The bond thrived even after Phil’s sabbatical ended. They lived on opposite ends of the globe, but when Dr. Banskota’s work brought him to the United States, he always visited Phil in his home in Sioux Falls.

“I became very close with his entire family, even though we met very infrequently,” Dr. Banskota wrote. “When we did meet, it was as if we had always been together.”
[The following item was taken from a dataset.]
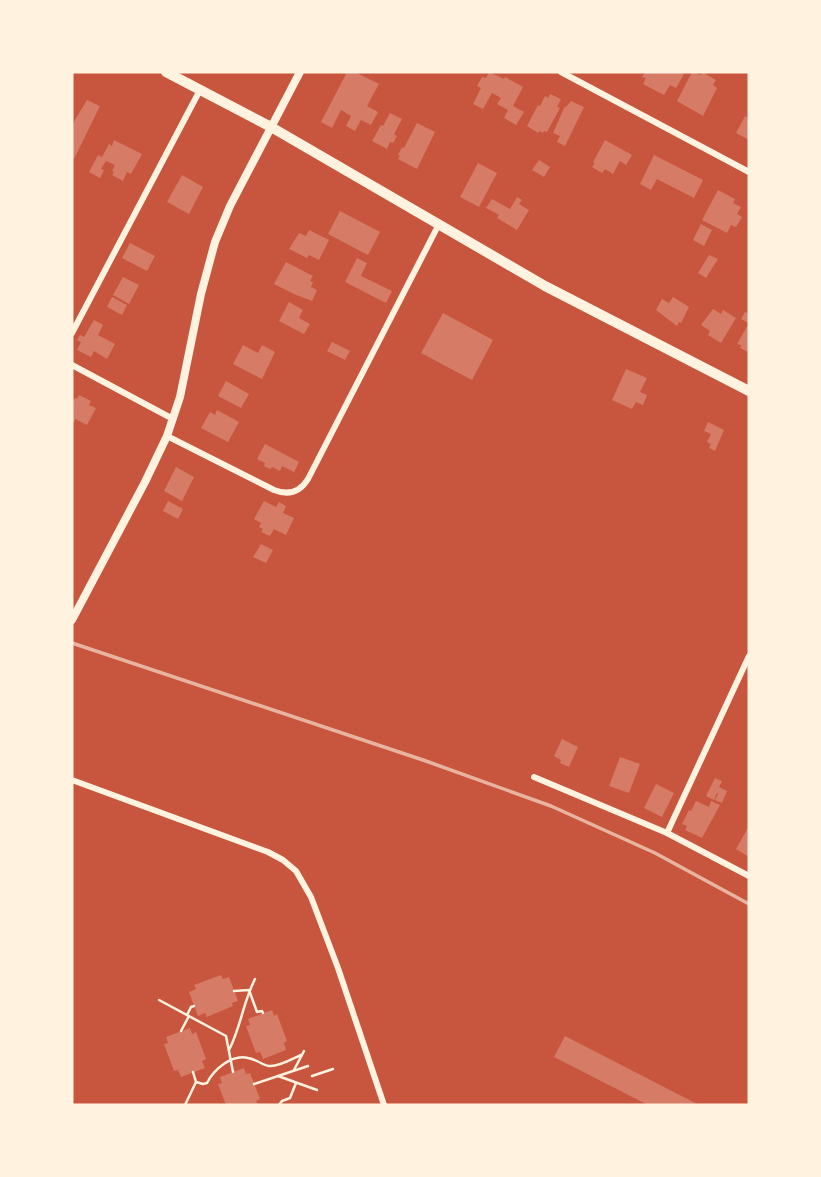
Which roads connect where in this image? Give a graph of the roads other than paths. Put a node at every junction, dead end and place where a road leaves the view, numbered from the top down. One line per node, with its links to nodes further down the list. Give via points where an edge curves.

When Phil retired from practice, his work did not end. In 1989, he received a Bush Medical Fellowship to study clinical research in a community hospital setting. The work took him to the University of California at Berkeley where he devoted much of his time to medical ethics. He also served on the National Board of Ethics of the American Academy of Orthopedic Surgeons and was even an inductee into the South Dakota Hall of Fame [5]. Through all his achievements, Phil had the unfailing support of Jo, his wife of 60 years (Fig. 1).

Fig. 1
figure 1

Phil always had the unfailing support of Jo, his wife of 60 years. Reprinted with permission from B. Michael Wroblewski MBChB, FRCS.

During retirement, Phil pursued his other passions: Community outreach work and woodworking. Phil and Jo helped found The Banquet, an outreach program serving the poor and disadvantaged in Sioux Falls. Phil also carved sculptures by hand, and gave his work as gifts to friends and family (Fig. 2). Through the years, Phil collected a wide variety of tools for his woodworking station including two standard workbenches, a table saw, band saw, scroll saw, router table, drill press, and two lathes.

Fig. 2
figure 2

Phil’s work station included two standard workbenches, a table saw, band saw, scroll saw, router table, drill press, and two lathes. He enjoyed working with the lathe in his workshop. Reprinted with permission from Woodworker’s Journal, 2011.

“My workshop is my refuge,” Phil wrote in 2011. “Not many activities I am able to do are as available or afford as favorable an outcome. Fearful of losing my creative energy, I am not tempted to enter the production mode. There are people who do this well, but I realize my limits. By giving away most of my finished pieces, I continue to enjoy the craft and reap immeasurable satisfaction” [3].

Phil is survived by his wife Jo, his three children Martha, Cort (Mary Ann), and Robert (Caroline), six grandchildren, Margaret, Eli, Sophia, Emily, Athena, and Gloria. He is also survived by his sister Yvonne, brother-in-law Harvey Schmidt, sister-in-law Kate Gross, and foster-brother Fred Rittershaus (Ardene).